PROBLEM REQUIREMENTS
The finished copy must match the records exactly, except that it contains no pictures.

GIVEN RECORDS
........
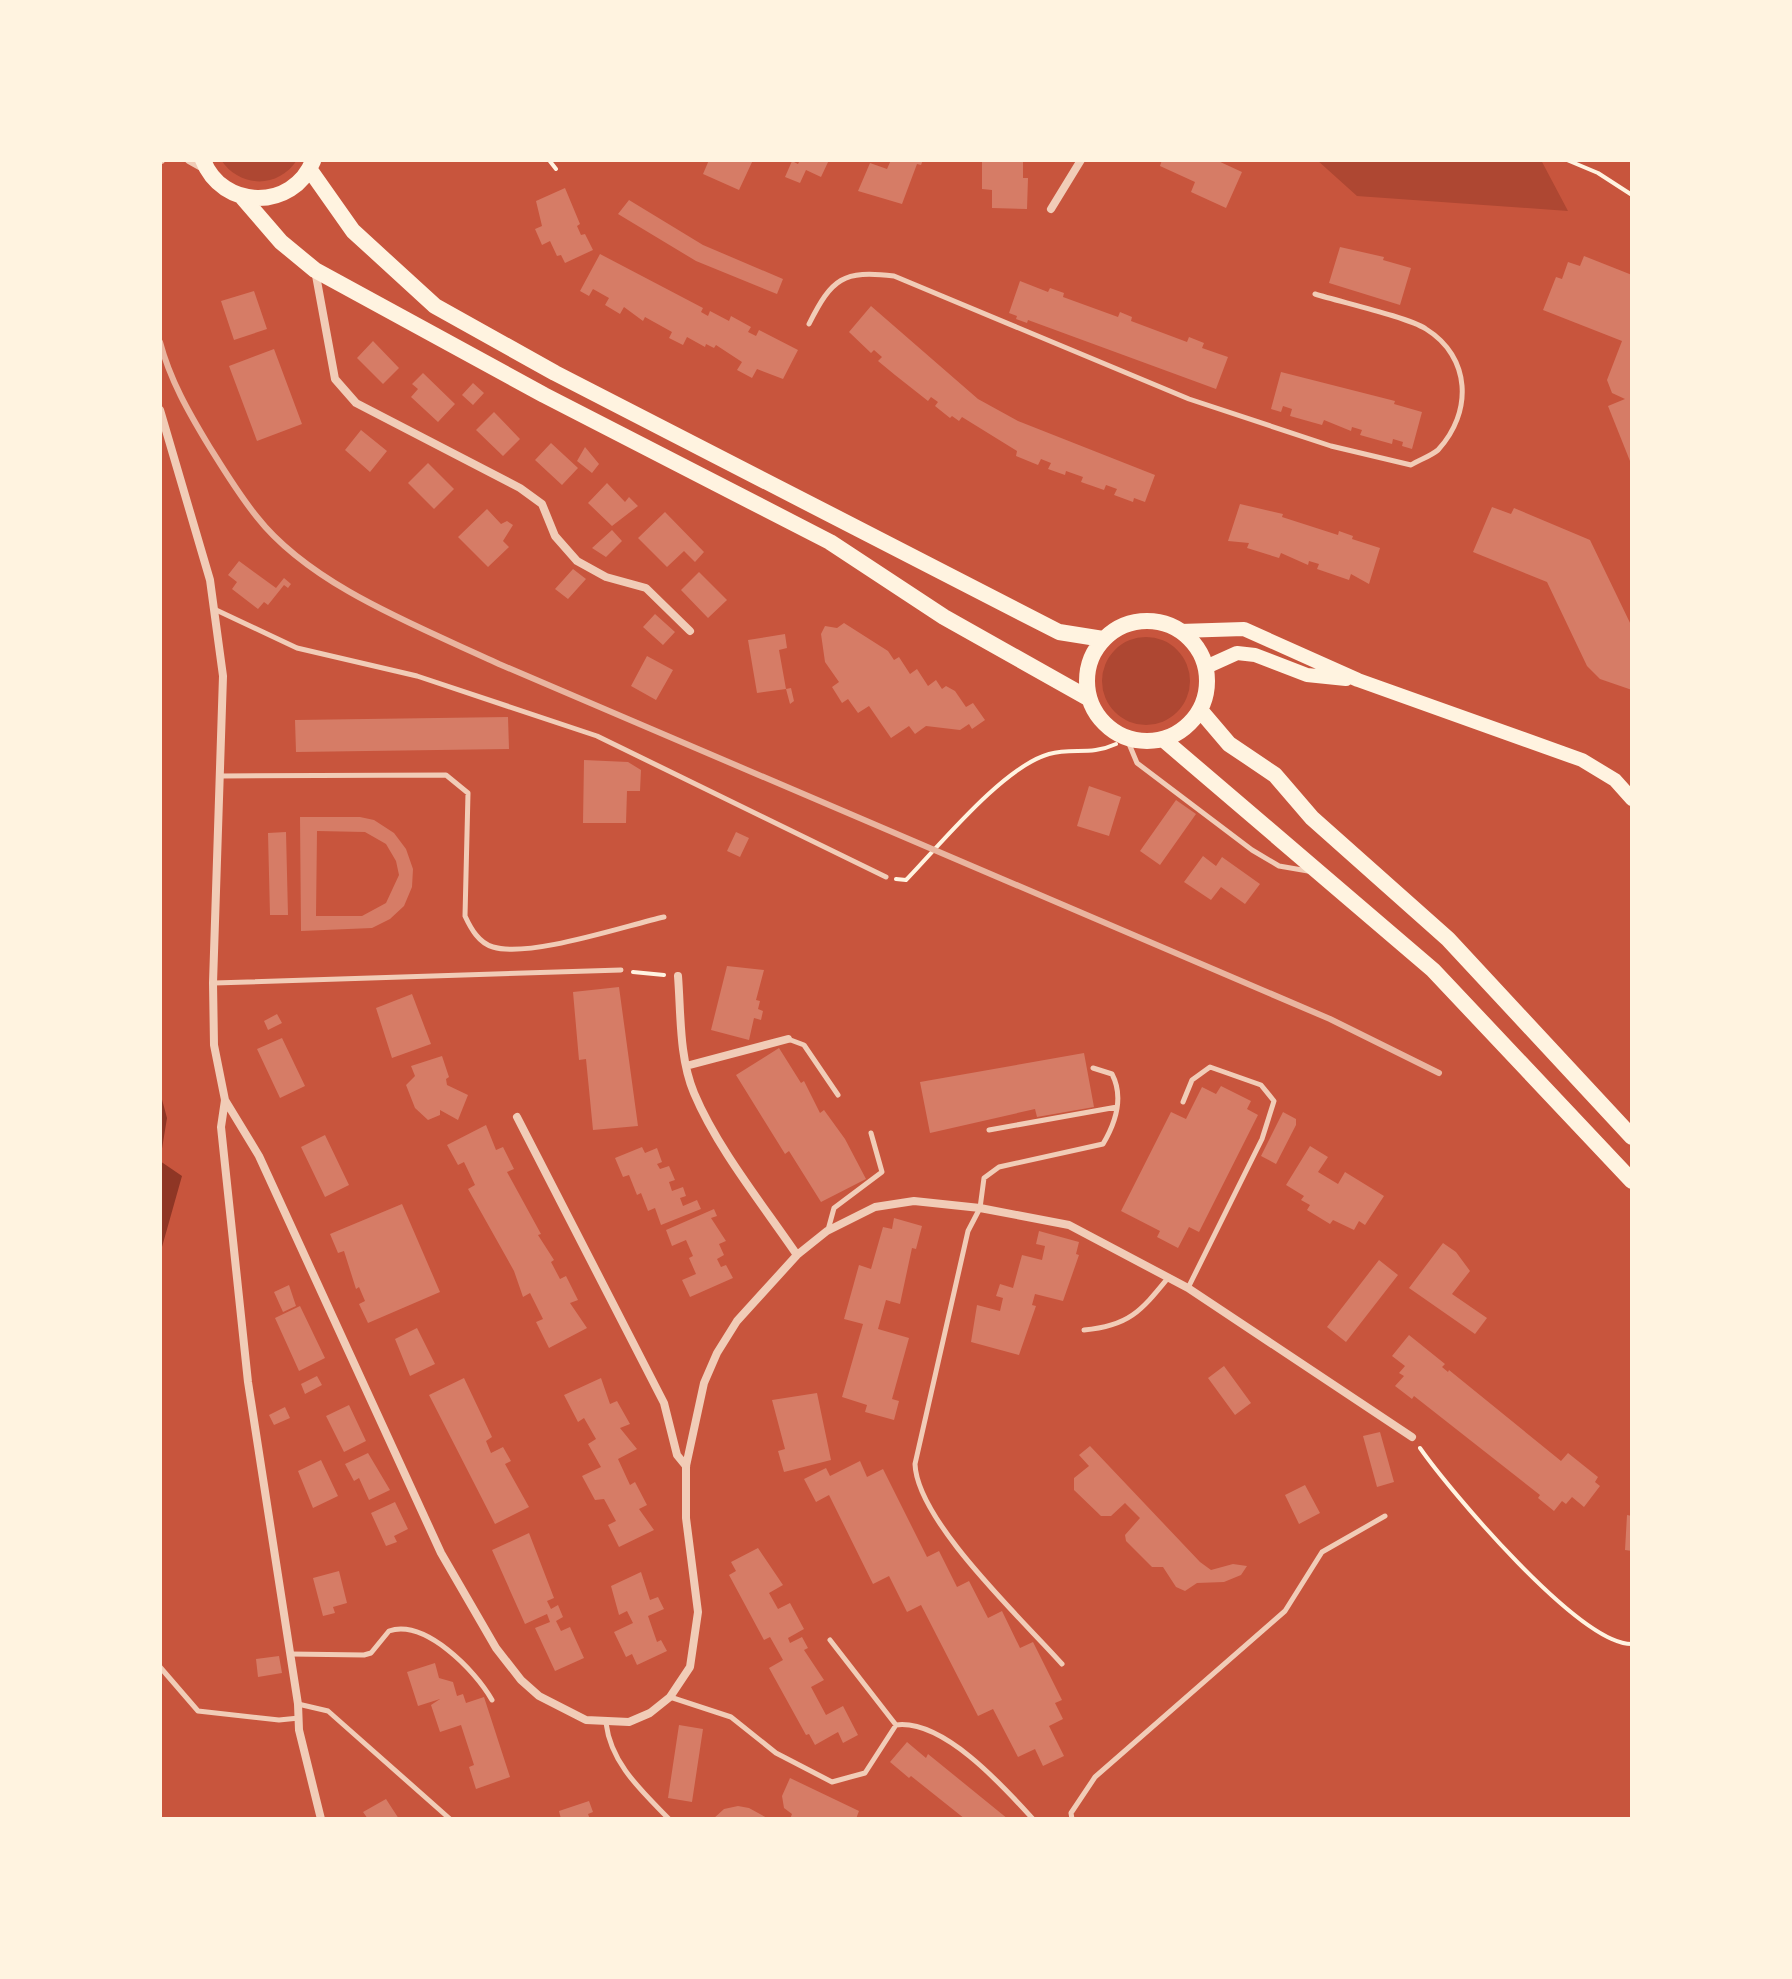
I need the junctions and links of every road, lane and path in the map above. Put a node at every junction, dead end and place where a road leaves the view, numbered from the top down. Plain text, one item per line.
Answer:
1 (189, 160) edge
2 (549, 160) edge
3 (1081, 160) edge
4 (1567, 160) edge
5 (204, 165) edge
6 (312, 165) edge
7 (556, 169) dead end
8 (1632, 195) edge
9 (243, 198) junction
10 (1051, 209) dead end
11 (315, 270) junction
12 (1315, 294) dead end
13 (809, 324) dead end
14 (160, 410) edge
15 (213, 609) junction
16 (690, 631) dead end
17 (1180, 631) junction
18 (1103, 639) junction
19 (1206, 667) junction
20 (1358, 680) junction
21 (1088, 698) junction
22 (1200, 710) junction
23 (1127, 739) junction
24 (1164, 740) junction
25 (221, 776) junction
26 (1632, 799) edge
27 (1319, 872) junction
28 (886, 877) dead end
29 (906, 880) dead end
30 (664, 917) dead end
31 (621, 970) joint
32 (678, 976) joint
33 (213, 983) junction
34 (788, 1039) joint
35 (686, 1066) junction
36 (1093, 1068) dead end
37 (838, 1095) dead end
38 (225, 1100) junction
39 (1183, 1102) dead end
40 (1117, 1107) junction
41 (517, 1117) dead end
42 (989, 1130) dead end
43 (871, 1133) dead end
44 (1632, 1137) edge
45 (1632, 1181) edge
46 (980, 1208) junction
47 (827, 1231) junction
48 (797, 1255) junction
49 (1169, 1277) junction
50 (1188, 1288) junction
51 (1084, 1330) dead end
52 (1412, 1437) joint
53 (686, 1466) junction
54 (1385, 1516) dead end
55 (830, 1640) dead end
56 (1632, 1644) edge
57 (290, 1654) junction
58 (1062, 1664) dead end
59 (160, 1667) edge
60 (670, 1697) junction
61 (492, 1700) dead end
62 (298, 1704) junction
63 (299, 1718) junction
64 (606, 1723) junction
65 (896, 1725) junction
66 (321, 1819) edge
67 (450, 1819) edge
68 (669, 1819) edge
69 (1033, 1819) edge
70 (1072, 1819) edge

1 - 5 street
2 - 7 path
3 - 10 street
4 - 8 path
5 - 9 main road
6 - 9 main road
6 - 18 main road
9 - 11 main road
11 - 16 street
11 - 21 main road
12 - 13 lane
14 - 15 street
15 - 25 street
15 - 28 lane
17 - 18 main road
17 - 19 main road
17 - 20 main road
18 - 21 main road
19 - 20 main road
19 - 22 main road
20 - 26 main road
21 - 23 main road
22 - 24 main road
22 - 44 main road
23 - 24 main road
23 - 27 lane
23 - 29 path
24 - 27 main road
25 - 30 lane
25 - 33 street
27 - 45 main road
31 - 32 path
31 - 33 lane
32 - 35 street
33 - 38 street
34 - 35 street
34 - 37 lane
35 - 48 street
36 - 40 lane
38 - 57 street
38 - 64 street
39 - 50 lane
40 - 42 lane
40 - 46 lane
41 - 53 street
43 - 47 lane
46 - 47 street
46 - 49 street
46 - 58 lane
47 - 48 street
48 - 53 street
49 - 50 street
49 - 51 lane
50 - 52 street
52 - 56 path
53 - 60 street
54 - 70 lane
55 - 65 lane
57 - 61 lane
57 - 62 street
59 - 63 lane
60 - 64 street
60 - 65 lane
62 - 63 street
62 - 67 lane
63 - 66 street
64 - 68 lane
65 - 69 lane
........
RESPONSE FOR THIS EXERCISE
I need the junctions and links of every road, lane and path in the map above. Put a node at every junction, dead end and place where a road leaves the view, numbered from the top down. Plain text, one item per line.
Answer:
1 (189, 160) edge
2 (549, 160) edge
3 (1081, 160) edge
4 (1567, 160) edge
5 (204, 165) edge
6 (312, 165) edge
7 (556, 169) dead end
8 (1632, 195) edge
9 (243, 198) junction
10 (1051, 209) dead end
11 (315, 270) junction
12 (1315, 294) dead end
13 (809, 324) dead end
14 (160, 410) edge
15 (213, 609) junction
16 (690, 631) dead end
17 (1180, 631) junction
18 (1103, 639) junction
19 (1206, 667) junction
20 (1358, 680) junction
21 (1088, 698) junction
22 (1200, 710) junction
23 (1127, 739) junction
24 (1164, 740) junction
25 (221, 776) junction
26 (1632, 799) edge
27 (1319, 872) junction
28 (886, 877) dead end
29 (906, 880) dead end
30 (664, 917) dead end
31 (621, 970) joint
32 (678, 976) joint
33 (213, 983) junction
34 (788, 1039) joint
35 (686, 1066) junction
36 (1093, 1068) dead end
37 (838, 1095) dead end
38 (225, 1100) junction
39 (1183, 1102) dead end
40 (1117, 1107) junction
41 (517, 1117) dead end
42 (989, 1130) dead end
43 (871, 1133) dead end
44 (1632, 1137) edge
45 (1632, 1181) edge
46 (980, 1208) junction
47 (827, 1231) junction
48 (797, 1255) junction
49 (1169, 1277) junction
50 (1188, 1288) junction
51 (1084, 1330) dead end
52 (1412, 1437) joint
53 (686, 1466) junction
54 (1385, 1516) dead end
55 (830, 1640) dead end
56 (1632, 1644) edge
57 (290, 1654) junction
58 (1062, 1664) dead end
59 (160, 1667) edge
60 (670, 1697) junction
61 (492, 1700) dead end
62 (298, 1704) junction
63 (299, 1718) junction
64 (606, 1723) junction
65 (896, 1725) junction
66 (321, 1819) edge
67 (450, 1819) edge
68 (669, 1819) edge
69 (1033, 1819) edge
70 (1072, 1819) edge

1 - 5 street
2 - 7 path
3 - 10 street
4 - 8 path
5 - 9 main road
6 - 9 main road
6 - 18 main road
9 - 11 main road
11 - 16 street
11 - 21 main road
12 - 13 lane
14 - 15 street
15 - 25 street
15 - 28 lane
17 - 18 main road
17 - 19 main road
17 - 20 main road
18 - 21 main road
19 - 20 main road
19 - 22 main road
20 - 26 main road
21 - 23 main road
22 - 24 main road
22 - 44 main road
23 - 24 main road
23 - 27 lane
23 - 29 path
24 - 27 main road
25 - 30 lane
25 - 33 street
27 - 45 main road
31 - 32 path
31 - 33 lane
32 - 35 street
33 - 38 street
34 - 35 street
34 - 37 lane
35 - 48 street
36 - 40 lane
38 - 57 street
38 - 64 street
39 - 50 lane
40 - 42 lane
40 - 46 lane
41 - 53 street
43 - 47 lane
46 - 47 street
46 - 49 street
46 - 58 lane
47 - 48 street
48 - 53 street
49 - 50 street
49 - 51 lane
50 - 52 street
52 - 56 path
53 - 60 street
54 - 70 lane
55 - 65 lane
57 - 61 lane
57 - 62 street
59 - 63 lane
60 - 64 street
60 - 65 lane
62 - 63 street
62 - 67 lane
63 - 66 street
64 - 68 lane
65 - 69 lane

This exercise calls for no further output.